Douglass also revealed another extension of his deep affinity for seed-bearing plants with the display of his botanical paintings. In his east parlor, he exhibited behind a bust of the great orator and abolitionist Wendell Phillips an oil painting of dandelions framed in a deep purple velvet frame by his good close friend and artist Sarah Eddy.
Across the room above the Greek statue, Psyche, is another oil painting of a bouquet of flowers and ferns displayed in a gold frame. These forms of material culture act as further tangible indicators of Douglass’s intimate expression of the natural world.
His personal connection with his final residence reveals a sophisticated utilization of his indoor domestic space and his landscape as a naturalist in the nineteenth century. A passion that he shared until his death on February 20th, 1895. Douglass’s life, his accomplishments, and, most importantly, his words and ideals were rooted in his love for nature as he shepherded this nation to live up to the ideals of freedom and justice for all humankind.
Cedar Hill remains a tangible symbol of Douglass’ enduring relationship with the natural world. Today, when visitors walk through Douglass’ former Cedar Hill home they are presented with the material “bounties of nature” that are evident in nearly every room. They specifically communicate the social value that Victorians like Douglass consciously or subconsciously placed on their natural environments and their relationships with or within it. Here lived a man of complexity who experienced wonderful times with friends and family inside and outside on the lawn of Cedar Hill. The natural landscape that Douglass loved so much is one piece of his continuing legacy of leadership, from his home on a hill to the stage of national history.

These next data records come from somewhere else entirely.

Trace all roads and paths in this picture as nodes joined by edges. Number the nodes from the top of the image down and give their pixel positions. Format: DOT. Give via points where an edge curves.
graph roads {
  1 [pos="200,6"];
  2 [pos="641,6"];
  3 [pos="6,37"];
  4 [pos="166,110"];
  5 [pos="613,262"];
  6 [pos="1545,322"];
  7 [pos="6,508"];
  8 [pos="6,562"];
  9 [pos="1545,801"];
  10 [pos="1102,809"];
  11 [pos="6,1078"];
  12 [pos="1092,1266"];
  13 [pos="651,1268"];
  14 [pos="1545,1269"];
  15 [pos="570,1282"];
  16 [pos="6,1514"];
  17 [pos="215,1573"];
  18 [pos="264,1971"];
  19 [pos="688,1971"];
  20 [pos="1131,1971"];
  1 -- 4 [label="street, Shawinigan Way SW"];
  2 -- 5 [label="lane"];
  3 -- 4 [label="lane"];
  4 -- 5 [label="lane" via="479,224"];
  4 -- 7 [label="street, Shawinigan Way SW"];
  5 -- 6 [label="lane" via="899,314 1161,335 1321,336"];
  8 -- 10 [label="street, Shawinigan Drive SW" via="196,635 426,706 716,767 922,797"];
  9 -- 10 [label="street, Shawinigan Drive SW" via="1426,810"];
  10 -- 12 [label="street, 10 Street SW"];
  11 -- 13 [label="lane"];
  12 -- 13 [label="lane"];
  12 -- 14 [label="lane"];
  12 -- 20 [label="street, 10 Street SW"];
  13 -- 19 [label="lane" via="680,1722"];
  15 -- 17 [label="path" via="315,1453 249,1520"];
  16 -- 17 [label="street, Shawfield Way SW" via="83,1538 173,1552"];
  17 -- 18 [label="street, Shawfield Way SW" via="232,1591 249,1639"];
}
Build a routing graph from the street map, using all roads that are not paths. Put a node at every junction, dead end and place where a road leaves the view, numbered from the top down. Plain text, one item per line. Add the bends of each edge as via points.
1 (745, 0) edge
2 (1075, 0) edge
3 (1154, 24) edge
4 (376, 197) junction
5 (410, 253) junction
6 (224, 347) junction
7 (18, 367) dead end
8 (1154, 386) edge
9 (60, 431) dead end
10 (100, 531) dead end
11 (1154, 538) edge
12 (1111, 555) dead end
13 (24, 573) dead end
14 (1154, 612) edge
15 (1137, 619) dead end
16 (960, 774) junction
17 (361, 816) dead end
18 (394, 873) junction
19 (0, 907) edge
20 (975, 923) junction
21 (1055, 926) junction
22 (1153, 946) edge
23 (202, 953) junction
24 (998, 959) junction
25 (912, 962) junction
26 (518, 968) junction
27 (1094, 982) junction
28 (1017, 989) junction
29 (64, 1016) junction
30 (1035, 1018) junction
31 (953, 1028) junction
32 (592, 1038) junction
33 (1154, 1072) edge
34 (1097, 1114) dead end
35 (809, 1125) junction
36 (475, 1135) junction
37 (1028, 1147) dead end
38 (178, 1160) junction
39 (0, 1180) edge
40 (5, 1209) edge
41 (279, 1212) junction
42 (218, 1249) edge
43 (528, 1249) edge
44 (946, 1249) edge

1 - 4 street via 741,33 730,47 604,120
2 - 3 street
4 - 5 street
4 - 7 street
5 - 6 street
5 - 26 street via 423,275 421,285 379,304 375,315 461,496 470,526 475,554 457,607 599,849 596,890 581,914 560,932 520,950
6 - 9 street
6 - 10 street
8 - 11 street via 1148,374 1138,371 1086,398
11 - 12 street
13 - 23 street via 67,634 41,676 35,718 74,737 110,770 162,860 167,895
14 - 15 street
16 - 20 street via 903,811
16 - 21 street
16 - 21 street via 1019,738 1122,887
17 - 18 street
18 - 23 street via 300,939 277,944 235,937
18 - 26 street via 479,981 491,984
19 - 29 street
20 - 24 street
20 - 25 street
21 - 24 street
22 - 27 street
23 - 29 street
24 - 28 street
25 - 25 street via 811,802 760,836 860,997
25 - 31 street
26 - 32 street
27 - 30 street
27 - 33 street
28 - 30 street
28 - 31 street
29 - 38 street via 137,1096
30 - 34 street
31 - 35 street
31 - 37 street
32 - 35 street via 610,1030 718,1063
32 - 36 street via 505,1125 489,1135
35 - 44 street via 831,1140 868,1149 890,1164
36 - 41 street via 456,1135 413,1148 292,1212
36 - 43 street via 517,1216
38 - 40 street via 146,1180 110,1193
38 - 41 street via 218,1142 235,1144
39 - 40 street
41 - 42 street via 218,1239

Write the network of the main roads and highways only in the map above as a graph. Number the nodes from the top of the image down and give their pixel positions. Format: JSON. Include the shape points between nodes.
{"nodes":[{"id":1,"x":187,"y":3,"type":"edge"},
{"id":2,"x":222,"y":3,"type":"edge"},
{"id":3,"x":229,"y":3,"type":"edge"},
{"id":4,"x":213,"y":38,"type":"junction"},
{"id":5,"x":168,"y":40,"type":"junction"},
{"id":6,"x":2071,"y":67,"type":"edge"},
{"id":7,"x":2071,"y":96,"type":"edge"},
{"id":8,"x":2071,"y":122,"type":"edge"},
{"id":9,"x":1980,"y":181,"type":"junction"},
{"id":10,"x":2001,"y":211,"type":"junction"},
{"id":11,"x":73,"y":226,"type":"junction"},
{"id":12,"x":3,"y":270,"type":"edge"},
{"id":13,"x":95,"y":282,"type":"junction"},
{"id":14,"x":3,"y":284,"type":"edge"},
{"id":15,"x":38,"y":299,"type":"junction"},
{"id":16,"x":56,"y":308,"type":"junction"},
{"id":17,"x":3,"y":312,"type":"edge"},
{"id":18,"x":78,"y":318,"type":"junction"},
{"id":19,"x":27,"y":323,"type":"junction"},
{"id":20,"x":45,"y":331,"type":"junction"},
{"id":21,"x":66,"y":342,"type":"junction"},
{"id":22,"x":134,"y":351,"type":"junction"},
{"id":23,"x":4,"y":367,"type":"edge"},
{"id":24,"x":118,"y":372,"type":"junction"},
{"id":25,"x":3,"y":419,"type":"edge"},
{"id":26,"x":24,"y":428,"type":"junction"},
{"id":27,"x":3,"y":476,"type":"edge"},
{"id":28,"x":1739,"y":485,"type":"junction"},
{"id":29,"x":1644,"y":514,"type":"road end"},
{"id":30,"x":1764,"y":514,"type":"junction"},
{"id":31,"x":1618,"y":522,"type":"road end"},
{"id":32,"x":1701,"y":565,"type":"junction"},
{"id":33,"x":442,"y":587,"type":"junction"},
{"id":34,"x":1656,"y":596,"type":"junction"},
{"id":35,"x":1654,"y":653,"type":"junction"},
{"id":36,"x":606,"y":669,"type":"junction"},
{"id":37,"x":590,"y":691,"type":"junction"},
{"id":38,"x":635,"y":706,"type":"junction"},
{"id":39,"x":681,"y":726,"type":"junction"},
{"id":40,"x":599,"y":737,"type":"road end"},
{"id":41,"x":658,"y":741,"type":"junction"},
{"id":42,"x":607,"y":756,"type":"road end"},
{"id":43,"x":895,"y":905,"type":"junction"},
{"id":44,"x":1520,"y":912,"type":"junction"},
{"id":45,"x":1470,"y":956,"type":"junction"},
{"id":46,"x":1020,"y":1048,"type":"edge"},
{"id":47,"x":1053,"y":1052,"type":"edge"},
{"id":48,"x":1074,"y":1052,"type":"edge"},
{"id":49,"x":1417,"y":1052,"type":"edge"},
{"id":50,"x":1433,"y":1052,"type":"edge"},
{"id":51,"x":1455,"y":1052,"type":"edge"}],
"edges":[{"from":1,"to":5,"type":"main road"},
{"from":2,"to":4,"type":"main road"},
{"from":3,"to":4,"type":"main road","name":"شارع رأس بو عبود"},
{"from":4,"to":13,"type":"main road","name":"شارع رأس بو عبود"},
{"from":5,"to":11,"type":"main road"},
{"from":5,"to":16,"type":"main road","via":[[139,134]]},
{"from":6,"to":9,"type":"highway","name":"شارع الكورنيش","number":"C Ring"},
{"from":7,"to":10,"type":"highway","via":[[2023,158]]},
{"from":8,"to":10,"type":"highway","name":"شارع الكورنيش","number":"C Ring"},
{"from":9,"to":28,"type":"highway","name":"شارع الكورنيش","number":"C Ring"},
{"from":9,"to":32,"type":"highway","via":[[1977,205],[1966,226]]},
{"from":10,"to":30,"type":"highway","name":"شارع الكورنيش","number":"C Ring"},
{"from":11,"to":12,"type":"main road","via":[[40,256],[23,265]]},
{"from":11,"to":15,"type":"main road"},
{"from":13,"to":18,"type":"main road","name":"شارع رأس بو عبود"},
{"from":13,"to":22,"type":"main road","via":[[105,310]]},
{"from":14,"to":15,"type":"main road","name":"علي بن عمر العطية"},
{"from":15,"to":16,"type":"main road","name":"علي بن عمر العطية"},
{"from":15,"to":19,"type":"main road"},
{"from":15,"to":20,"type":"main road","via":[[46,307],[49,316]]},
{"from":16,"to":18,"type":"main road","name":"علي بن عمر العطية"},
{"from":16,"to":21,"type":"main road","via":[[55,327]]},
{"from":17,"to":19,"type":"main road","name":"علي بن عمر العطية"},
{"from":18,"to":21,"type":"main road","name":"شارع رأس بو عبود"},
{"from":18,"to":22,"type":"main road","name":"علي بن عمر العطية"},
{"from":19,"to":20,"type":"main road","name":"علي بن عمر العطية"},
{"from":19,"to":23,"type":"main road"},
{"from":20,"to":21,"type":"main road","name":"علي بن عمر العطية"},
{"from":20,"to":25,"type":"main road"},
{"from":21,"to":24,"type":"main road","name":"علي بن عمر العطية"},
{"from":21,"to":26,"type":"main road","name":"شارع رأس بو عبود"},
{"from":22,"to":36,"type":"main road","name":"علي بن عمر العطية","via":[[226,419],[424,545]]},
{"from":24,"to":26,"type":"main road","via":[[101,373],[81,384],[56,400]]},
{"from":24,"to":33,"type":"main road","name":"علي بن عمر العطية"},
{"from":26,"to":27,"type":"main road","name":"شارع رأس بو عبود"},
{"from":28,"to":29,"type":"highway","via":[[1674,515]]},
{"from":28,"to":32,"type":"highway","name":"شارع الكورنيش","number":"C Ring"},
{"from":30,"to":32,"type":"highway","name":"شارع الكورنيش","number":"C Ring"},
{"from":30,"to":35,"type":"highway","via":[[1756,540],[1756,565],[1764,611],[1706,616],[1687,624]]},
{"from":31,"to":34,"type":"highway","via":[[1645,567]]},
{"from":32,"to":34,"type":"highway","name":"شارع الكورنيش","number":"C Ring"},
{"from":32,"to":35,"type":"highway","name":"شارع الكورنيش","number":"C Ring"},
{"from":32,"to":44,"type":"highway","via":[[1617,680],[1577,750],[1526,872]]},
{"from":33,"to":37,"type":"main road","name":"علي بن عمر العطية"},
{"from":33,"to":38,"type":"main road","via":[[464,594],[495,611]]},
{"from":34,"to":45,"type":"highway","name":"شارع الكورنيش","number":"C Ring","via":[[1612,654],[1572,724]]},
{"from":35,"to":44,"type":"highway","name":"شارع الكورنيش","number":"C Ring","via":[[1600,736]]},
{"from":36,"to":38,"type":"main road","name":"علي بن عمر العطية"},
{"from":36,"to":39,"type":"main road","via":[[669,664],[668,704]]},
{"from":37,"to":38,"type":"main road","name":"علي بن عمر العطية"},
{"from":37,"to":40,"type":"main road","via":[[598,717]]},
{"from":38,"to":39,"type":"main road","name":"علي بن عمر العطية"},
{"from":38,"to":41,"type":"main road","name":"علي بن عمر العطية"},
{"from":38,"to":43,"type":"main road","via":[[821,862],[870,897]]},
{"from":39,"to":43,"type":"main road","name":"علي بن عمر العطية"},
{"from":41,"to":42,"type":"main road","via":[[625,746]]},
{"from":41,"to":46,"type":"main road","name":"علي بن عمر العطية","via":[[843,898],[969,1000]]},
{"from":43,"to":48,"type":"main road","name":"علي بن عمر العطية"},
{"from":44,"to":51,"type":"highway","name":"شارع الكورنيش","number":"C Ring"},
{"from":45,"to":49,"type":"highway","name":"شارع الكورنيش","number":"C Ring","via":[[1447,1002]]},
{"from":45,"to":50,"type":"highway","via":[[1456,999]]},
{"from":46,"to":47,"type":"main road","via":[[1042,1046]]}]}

 Catherine Impey, “Extracts from the Editor’s Diary of Visit to Cedar Hill,” Anti-Cast, 7 (Somersetshire, England, May-May, 1895), p. 15.
 Anna Coxe Toogood, Frederick Douglass Home: Cedar Hill Historic Grounds Report Historical Data Section, Division of History: Office of Archeology and Historic Preservation, United States Department of Interior, National Park Service, May 1968. pp. 47-48.